Амалье ничуть не жаль погибшего сегодня Чарльза — эта мысль вовсе не кажется Софике неожиданной, но всё же достаточно неприятна. Для Амальи дуэль — сродни романтическому приключению из её любимых книжек. Для неё смерть глупого мальчишки, числившегося в ухажёрах её сестры — лишь ещё одна страница в низкопробном романчике, который уважающий себя человек и в руки брать не станет. Для неё всё это — даже не страница в жизни, которую надо поскорее перелистнуть. Куда меньшее, чем самое ничтожное происшествие в деревне или пансионе.

Мгновением позже Софика ловит себя на мысли, что и сама, должно быть, не слишком отличается от Амальи. В конце концов, пусть гибель этого мальчика и причиняла ей сейчас боль — разве Софика может хотя бы на миг всерьёз помыслить о том, чтобы пропустить предстоящий восьмой бал или хотя бы сегодняшний ужин?..

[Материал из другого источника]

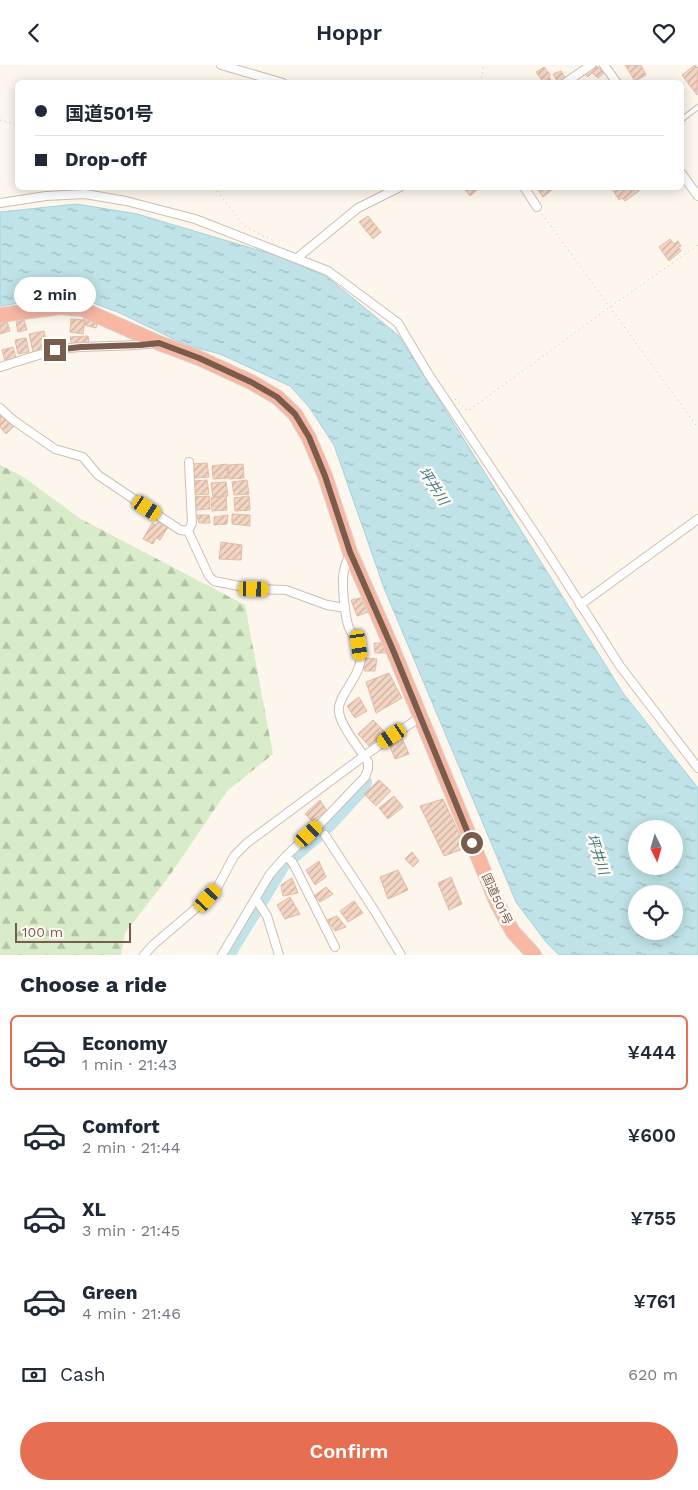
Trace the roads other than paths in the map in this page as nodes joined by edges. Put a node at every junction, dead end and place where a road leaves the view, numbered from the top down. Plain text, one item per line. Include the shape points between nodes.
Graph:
1 (221, 65) edge
2 (591, 65) edge
3 (604, 65) edge
4 (273, 80) edge
5 (569, 80) edge
6 (615, 80) edge
7 (698, 107) edge
8 (684, 118) edge
9 (684, 177) edge
10 (394, 190) edge
11 (526, 190) edge
12 (698, 196) edge
13 (0, 203) edge
14 (537, 207) road end
15 (297, 258) junction
16 (0, 315) edge
17 (159, 343) junction
18 (0, 367) edge
19 (0, 408) edge
20 (189, 462) dead end
21 (698, 519) edge
22 (188, 531) junction
23 (350, 552) junction
24 (580, 605) junction
25 (345, 608) junction
26 (420, 717) junction
27 (364, 756) junction
28 (698, 768) edge
29 (325, 835) dead end
30 (289, 859) junction
31 (258, 902) junction
32 (335, 947) dead end
33 (144, 955) edge
34 (222, 955) edge
35 (279, 955) edge
36 (401, 955) edge
37 (534, 955) edge

1 - 4 street
2 - 5 street
3 - 6 street
7 - 8 lane
9 - 12 street
10 - 15 street via 358,209
11 - 14 street
13 - 15 street via 67,194 126,201 195,219
15 - 24 street via 328,271 398,323
16 - 17 highway, 国道501号 via 62,307 82,309
17 - 18 street via 55,350
17 - 23 highway, 国道501号 via 251,382 277,397 295,414 309,437 325,476
19 - 22 street via 55,449 82,457 98,475 180,530
20 - 22 street via 192,523
21 - 24 street
22 - 25 street via 214,581 254,589 286,590
23 - 25 street via 343,572
23 - 26 highway, 国道501号
24 - 28 street via 620,666
25 - 27 street via 349,626 359,645 360,664 338,711
26 - 27 street
26 - 37 highway, 国道501号 via 504,918
27 - 30 street via 368,762 365,777
27 - 33 street via 247,843 234,856 208,898
29 - 36 street
30 - 31 street via 270,875
30 - 32 street
31 - 34 street
31 - 35 street via 267,917

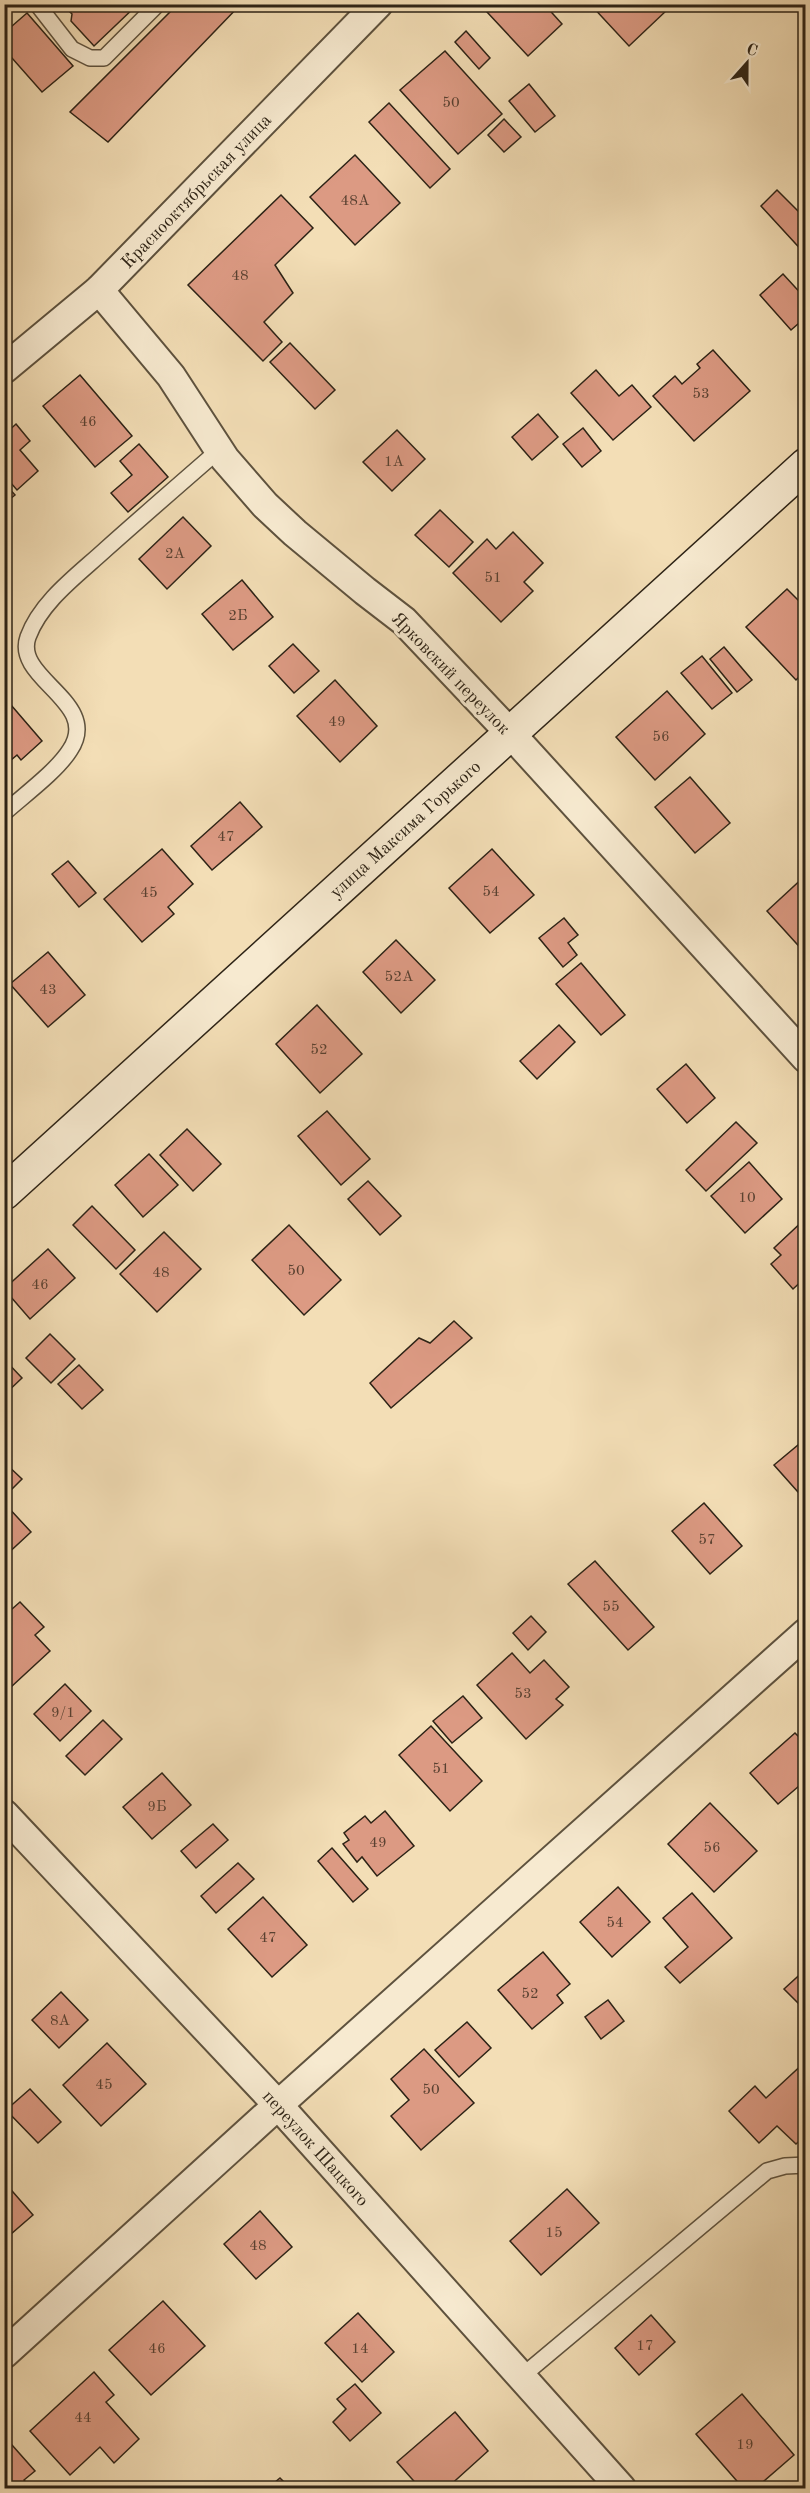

Нет, для неё Чарльз, пожалуй, тоже — всего лишь жалкая строчка в книге жизни, которая кажется сейчас такой огромной. Его смерть не заставит Софику позабыть о веселье и красивых платьях. Не заставляет забыть даже об ужине, о пропуске которого Софика сейчас так печалится.

— Более везучего человека, чем ты, сестрица, и не встретишь! — хихикает Амалья, вынимая из своей тумбочки очередную книжку (биографию какого-то очередного композитора или певца, вероятно). — Ты совершаешь столько непростительных глупостей, сколько никому не снилось, а в итоге тебя ещё все продолжают жалеть! Любой другой девушке не простили бы и десятой доли твоих выходок!

Софика может только грустно усмехнуться и промолчать — Амалья вряд ли станет слушать сейчас любые слова сестры. Амалья и вовсе едва ли желает продолжать этот разговор сейчас — в последнее время чтение занимает её всё больше и больше, что хочется пошутить, что она постепенно превращается в Гесима или же Руфину.

Да Софика и не хочет что-то говорить, если уж говорить честно — на прелестное личико Амальи только-только вернулся тот здоровый прелестный румянец, а пальцы её только-только перестали дрожать. Есть люди, львиная доля очарования которых живёт в их совершенной бездушности. И Амалья, на не слишком объективный взгляд Софики, принадлежит к этим самым людям.

И всё же, едва ли можно называть везением чью-то смерть. Даже если она в итоге кажется самым удачным выходом из сложившихся обстоятельств. Даже если эта смерть разом избавляет Софику от стольких проблем и забот, что и не счесть. Даже если эта смерть до тошноты назойливого кавалера, которого совсем не хотелось видеть рядом.

 

Софика всё же осмеливается спуститься вниз и попросить на кухне еды — ей достаются остатки сегодняшнего тыквенного супа, ломоть белого хлеба и стакан крепкого сладкого чая. Кажется, подобные блюда достаются Амальи в дни её утомительных мигреней. Вполне достаточно, чтобы утолить голод, но, впрочем, слишком мало, чтобы действительно наесться.

Ест Софика с большим аппетитом — хотя, конечно же, предпочла бы нечто другое. Желательно — содержащее как можно больше мяса. Но едва ли мачехина кузина позволит что-либо большее — кажется, больным положен суп, горячий сладкий чай и белый хлеб, а Софику, если верить сказанному Амальей, считают едва ли не больной. Благодаря Тобиасу, конечно же — кто ещё мог представить эту ситуацию настолько в выгодном для Софики свете?..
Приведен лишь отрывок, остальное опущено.